▸ **Task to complete**
Only a number is wanted here: the count of lines in the data below where the string "nodes" occurs.
-- Opening Marker --
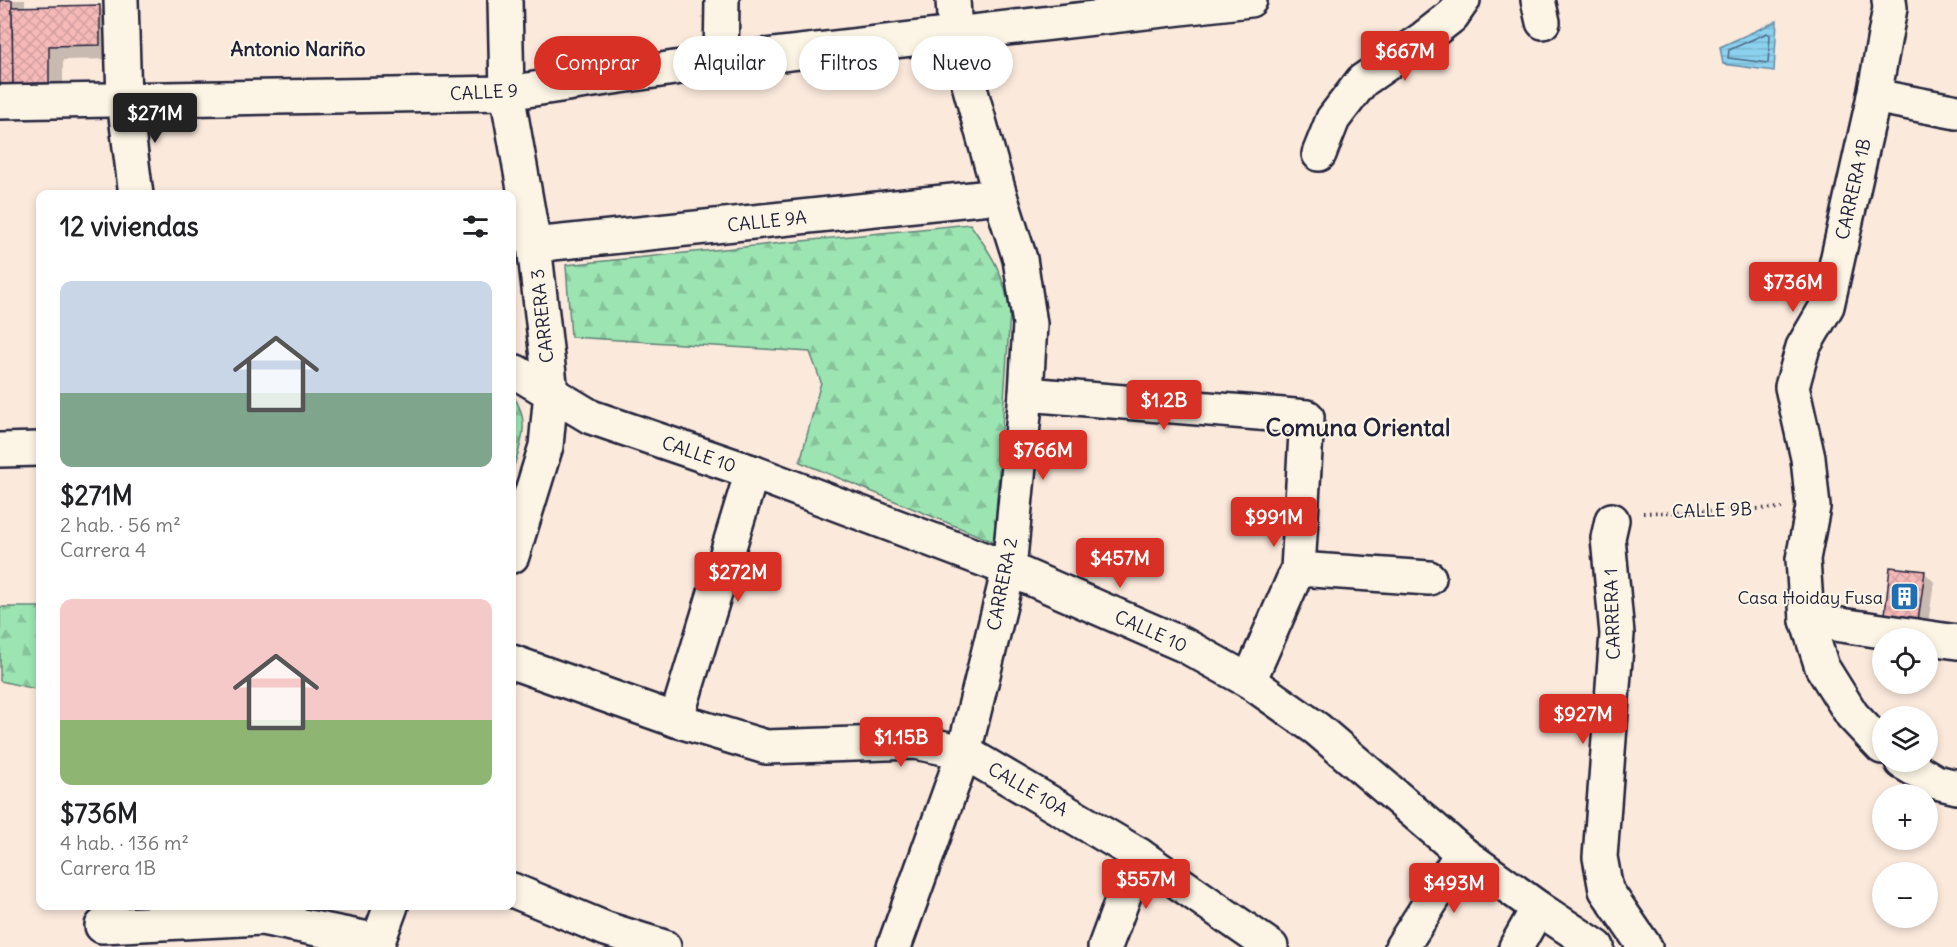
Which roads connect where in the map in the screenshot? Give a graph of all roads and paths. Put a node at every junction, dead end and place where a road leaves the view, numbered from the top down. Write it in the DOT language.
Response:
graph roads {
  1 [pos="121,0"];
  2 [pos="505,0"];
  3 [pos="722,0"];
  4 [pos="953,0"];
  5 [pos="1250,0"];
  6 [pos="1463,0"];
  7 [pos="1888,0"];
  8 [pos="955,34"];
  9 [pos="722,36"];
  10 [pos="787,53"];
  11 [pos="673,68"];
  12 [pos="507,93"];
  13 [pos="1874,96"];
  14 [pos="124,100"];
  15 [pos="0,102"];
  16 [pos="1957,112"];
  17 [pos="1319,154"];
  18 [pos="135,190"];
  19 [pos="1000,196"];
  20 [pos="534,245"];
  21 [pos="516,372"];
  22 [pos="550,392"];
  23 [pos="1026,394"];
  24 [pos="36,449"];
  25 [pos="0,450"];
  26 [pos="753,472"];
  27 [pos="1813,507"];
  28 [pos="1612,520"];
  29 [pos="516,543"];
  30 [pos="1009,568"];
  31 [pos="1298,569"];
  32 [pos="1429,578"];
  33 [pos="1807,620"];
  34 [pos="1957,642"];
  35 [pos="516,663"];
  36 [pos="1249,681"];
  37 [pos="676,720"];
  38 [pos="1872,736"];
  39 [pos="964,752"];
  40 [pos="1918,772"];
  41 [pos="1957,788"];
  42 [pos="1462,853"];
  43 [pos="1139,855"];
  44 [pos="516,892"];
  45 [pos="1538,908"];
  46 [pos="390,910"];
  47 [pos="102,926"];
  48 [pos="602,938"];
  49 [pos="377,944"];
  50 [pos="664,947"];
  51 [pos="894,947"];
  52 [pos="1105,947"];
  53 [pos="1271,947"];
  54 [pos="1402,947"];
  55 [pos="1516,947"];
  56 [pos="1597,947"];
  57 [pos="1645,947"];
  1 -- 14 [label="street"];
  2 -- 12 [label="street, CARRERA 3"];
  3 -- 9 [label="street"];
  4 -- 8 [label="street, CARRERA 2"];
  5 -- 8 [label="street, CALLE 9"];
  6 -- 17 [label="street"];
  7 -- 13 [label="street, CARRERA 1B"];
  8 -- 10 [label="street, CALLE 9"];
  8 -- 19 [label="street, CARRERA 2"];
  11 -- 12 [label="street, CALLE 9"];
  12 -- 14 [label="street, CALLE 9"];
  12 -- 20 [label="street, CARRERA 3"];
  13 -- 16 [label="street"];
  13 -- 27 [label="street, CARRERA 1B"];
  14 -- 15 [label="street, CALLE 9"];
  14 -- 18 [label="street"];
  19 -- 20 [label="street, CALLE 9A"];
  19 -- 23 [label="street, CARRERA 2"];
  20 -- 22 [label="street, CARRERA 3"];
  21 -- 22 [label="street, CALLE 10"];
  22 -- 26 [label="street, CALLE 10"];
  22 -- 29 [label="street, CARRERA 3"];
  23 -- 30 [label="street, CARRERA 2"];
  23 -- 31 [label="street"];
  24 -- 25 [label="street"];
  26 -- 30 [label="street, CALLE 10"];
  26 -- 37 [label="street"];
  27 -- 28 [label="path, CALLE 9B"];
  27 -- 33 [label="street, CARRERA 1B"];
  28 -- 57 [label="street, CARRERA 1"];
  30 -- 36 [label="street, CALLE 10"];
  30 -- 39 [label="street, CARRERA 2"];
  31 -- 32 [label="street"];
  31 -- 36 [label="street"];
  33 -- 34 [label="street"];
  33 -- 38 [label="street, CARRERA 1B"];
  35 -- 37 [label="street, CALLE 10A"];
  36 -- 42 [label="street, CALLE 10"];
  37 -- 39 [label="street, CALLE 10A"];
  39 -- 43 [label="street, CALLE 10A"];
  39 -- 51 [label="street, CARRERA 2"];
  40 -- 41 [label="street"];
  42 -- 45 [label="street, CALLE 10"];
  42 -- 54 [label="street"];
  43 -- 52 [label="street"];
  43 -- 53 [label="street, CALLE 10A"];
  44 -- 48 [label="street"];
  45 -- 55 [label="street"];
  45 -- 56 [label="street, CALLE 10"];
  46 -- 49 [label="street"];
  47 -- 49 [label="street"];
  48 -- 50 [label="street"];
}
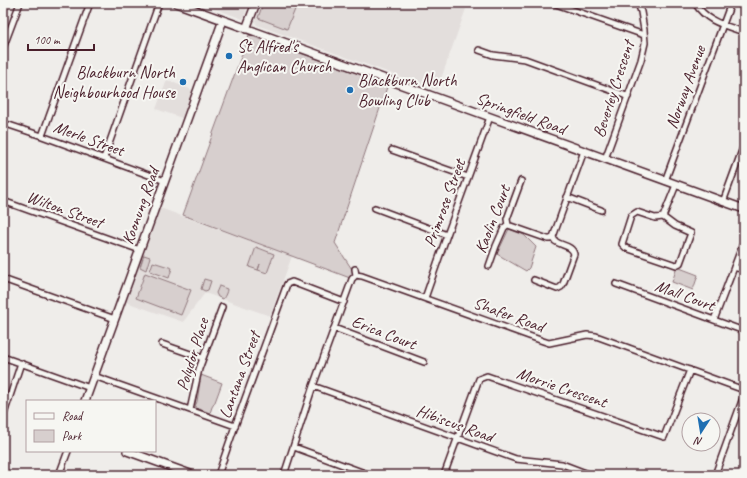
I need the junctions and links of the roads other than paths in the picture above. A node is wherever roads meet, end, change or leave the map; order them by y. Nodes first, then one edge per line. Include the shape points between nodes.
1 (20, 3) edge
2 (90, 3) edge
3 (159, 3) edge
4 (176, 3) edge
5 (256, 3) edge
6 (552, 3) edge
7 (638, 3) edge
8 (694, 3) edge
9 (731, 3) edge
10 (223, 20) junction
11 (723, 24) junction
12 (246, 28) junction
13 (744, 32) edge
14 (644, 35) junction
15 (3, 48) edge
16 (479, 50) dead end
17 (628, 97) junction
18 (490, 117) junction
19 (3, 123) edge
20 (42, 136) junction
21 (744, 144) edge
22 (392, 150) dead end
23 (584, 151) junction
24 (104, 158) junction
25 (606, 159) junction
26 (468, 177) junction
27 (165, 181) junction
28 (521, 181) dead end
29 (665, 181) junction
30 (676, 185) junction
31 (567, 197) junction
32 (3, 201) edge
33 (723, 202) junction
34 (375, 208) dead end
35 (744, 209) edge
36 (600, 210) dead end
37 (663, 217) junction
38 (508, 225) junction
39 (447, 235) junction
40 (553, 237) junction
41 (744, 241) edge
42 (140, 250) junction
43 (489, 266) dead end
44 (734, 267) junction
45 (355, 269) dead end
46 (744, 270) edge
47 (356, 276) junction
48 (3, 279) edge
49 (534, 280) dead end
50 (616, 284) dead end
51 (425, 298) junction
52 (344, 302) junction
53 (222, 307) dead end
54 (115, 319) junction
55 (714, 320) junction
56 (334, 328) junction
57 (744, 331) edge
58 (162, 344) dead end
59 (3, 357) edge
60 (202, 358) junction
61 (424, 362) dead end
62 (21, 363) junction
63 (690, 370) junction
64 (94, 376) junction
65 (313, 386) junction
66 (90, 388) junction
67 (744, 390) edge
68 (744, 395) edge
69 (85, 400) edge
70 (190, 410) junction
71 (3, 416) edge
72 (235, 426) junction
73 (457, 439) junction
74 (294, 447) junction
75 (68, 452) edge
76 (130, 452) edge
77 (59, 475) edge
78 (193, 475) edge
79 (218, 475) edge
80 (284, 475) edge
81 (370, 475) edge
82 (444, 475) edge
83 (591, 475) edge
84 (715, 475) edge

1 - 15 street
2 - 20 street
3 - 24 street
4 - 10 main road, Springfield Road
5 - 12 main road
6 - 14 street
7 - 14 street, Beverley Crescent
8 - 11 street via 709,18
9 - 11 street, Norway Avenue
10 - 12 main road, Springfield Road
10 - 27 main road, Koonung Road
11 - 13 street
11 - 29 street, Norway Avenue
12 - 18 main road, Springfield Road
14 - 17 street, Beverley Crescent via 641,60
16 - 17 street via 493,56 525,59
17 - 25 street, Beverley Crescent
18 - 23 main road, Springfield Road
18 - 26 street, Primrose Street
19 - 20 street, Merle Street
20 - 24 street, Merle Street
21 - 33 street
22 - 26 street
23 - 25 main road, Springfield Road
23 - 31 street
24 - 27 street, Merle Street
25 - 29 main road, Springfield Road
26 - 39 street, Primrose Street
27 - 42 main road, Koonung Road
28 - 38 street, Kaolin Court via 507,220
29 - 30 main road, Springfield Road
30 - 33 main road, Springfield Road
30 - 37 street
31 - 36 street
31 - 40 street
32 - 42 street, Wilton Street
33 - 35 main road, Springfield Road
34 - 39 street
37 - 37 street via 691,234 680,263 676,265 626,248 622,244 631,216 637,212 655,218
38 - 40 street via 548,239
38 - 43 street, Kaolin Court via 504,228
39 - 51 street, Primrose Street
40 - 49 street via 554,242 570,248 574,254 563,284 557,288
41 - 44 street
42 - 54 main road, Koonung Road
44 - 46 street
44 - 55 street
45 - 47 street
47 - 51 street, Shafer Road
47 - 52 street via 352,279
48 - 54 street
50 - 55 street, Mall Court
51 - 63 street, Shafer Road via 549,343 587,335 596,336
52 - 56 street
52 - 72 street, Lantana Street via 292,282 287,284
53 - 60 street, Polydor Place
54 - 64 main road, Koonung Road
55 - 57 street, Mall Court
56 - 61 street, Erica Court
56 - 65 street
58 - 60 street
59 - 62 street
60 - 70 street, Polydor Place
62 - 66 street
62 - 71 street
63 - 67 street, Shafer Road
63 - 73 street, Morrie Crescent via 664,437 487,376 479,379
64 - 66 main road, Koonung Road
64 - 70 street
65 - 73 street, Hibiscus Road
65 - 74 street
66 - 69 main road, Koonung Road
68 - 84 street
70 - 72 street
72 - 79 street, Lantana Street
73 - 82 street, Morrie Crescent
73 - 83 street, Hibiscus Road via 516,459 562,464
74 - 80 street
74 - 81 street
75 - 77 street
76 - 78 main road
-- Closing Marker --
-- Opening Marker --
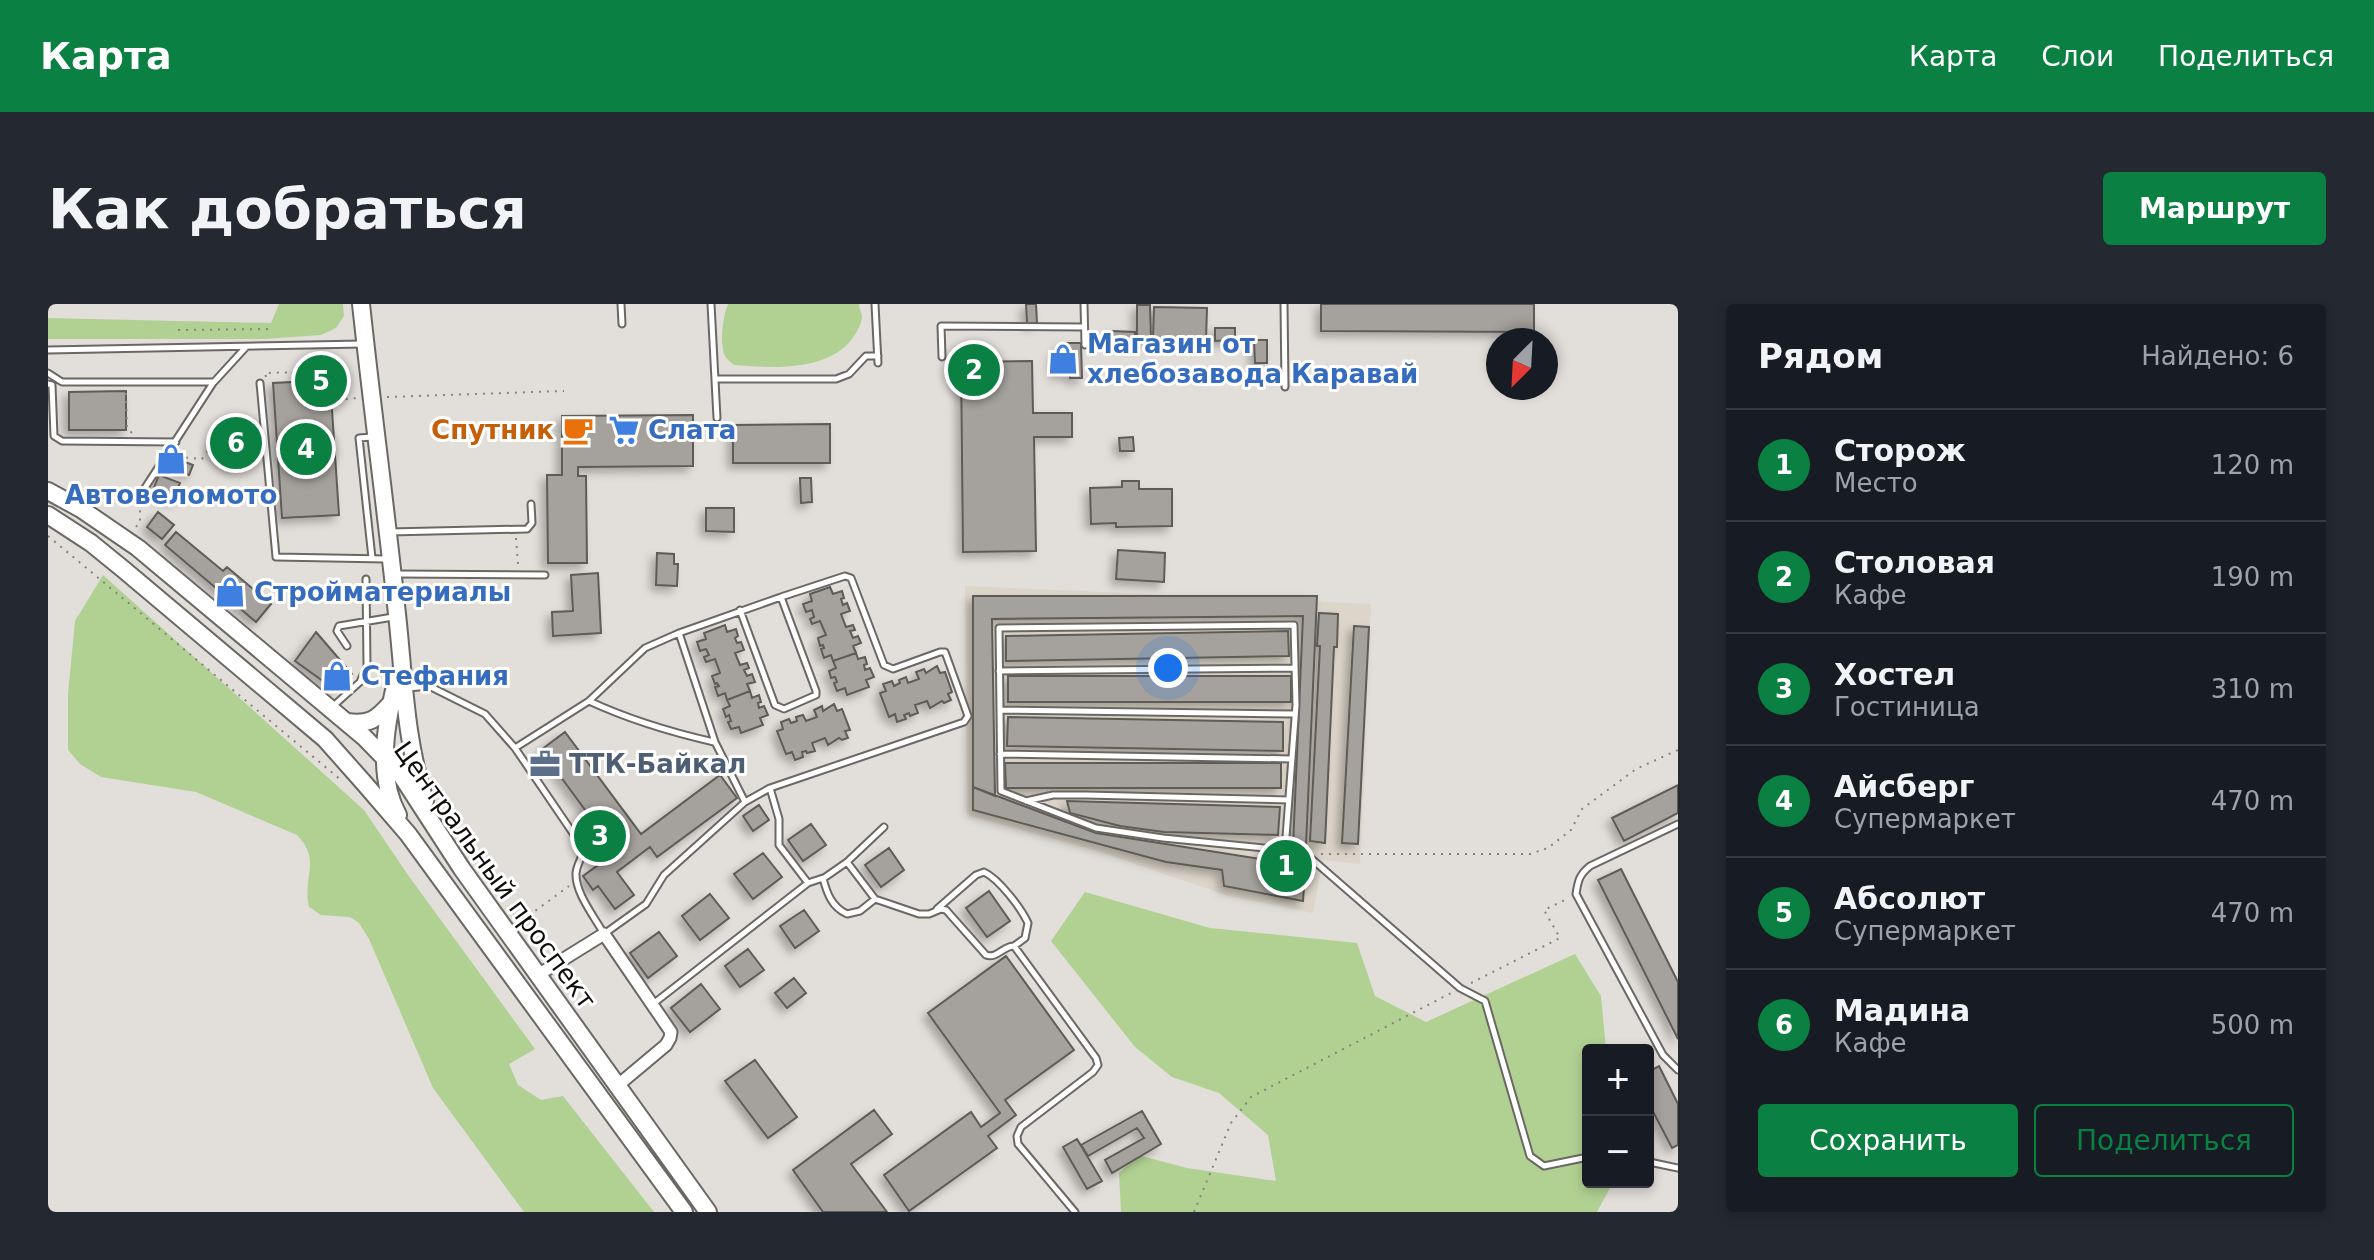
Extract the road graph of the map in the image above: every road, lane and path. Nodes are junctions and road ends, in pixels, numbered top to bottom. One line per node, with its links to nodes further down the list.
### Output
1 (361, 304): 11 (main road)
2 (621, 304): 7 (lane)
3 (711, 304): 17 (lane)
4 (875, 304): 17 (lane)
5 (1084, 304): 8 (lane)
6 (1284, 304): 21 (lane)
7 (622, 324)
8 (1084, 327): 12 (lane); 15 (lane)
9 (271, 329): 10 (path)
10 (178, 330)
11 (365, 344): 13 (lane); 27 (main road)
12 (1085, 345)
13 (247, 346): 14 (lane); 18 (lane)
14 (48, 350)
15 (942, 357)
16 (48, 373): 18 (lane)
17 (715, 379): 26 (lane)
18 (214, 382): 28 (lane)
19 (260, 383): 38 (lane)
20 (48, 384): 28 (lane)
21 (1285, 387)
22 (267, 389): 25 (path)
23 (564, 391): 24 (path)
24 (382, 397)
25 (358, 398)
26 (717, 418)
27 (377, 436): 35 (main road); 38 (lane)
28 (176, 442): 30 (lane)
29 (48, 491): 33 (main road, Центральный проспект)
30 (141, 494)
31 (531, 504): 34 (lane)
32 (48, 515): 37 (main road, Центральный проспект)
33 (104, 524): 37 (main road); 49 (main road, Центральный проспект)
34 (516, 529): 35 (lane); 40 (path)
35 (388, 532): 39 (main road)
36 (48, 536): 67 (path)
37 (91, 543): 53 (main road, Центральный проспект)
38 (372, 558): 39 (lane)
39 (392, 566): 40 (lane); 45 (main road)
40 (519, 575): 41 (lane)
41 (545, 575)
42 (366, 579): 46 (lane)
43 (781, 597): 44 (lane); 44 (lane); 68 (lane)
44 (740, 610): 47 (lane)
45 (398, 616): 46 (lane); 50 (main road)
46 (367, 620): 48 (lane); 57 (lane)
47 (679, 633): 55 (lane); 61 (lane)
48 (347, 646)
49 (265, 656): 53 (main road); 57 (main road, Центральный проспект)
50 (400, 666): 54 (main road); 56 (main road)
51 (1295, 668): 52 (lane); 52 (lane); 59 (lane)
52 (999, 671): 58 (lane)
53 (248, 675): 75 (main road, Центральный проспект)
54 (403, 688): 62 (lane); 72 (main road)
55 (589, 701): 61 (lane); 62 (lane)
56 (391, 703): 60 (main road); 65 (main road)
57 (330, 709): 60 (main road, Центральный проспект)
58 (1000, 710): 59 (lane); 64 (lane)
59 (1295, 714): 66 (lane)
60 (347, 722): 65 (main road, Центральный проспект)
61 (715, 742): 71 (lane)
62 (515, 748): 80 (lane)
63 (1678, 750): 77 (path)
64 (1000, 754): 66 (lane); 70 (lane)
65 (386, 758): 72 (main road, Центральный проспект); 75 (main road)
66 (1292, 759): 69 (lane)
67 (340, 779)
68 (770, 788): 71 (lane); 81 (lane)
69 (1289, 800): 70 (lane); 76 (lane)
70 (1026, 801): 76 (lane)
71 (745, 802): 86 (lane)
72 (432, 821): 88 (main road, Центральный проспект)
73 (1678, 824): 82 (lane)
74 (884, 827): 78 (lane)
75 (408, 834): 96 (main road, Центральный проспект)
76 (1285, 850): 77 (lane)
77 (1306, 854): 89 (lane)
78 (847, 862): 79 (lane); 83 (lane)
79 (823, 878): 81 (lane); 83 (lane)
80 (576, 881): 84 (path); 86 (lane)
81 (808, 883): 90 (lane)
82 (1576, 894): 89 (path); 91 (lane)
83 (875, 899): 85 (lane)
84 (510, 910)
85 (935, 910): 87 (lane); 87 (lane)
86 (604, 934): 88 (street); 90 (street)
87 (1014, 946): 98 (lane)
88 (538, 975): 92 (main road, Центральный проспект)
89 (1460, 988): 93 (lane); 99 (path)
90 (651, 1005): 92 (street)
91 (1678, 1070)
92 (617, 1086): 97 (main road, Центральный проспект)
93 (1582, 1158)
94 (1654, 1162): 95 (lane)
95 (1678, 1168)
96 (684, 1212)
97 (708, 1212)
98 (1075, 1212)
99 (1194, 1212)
-- Closing Marker --
▸ **Response**
2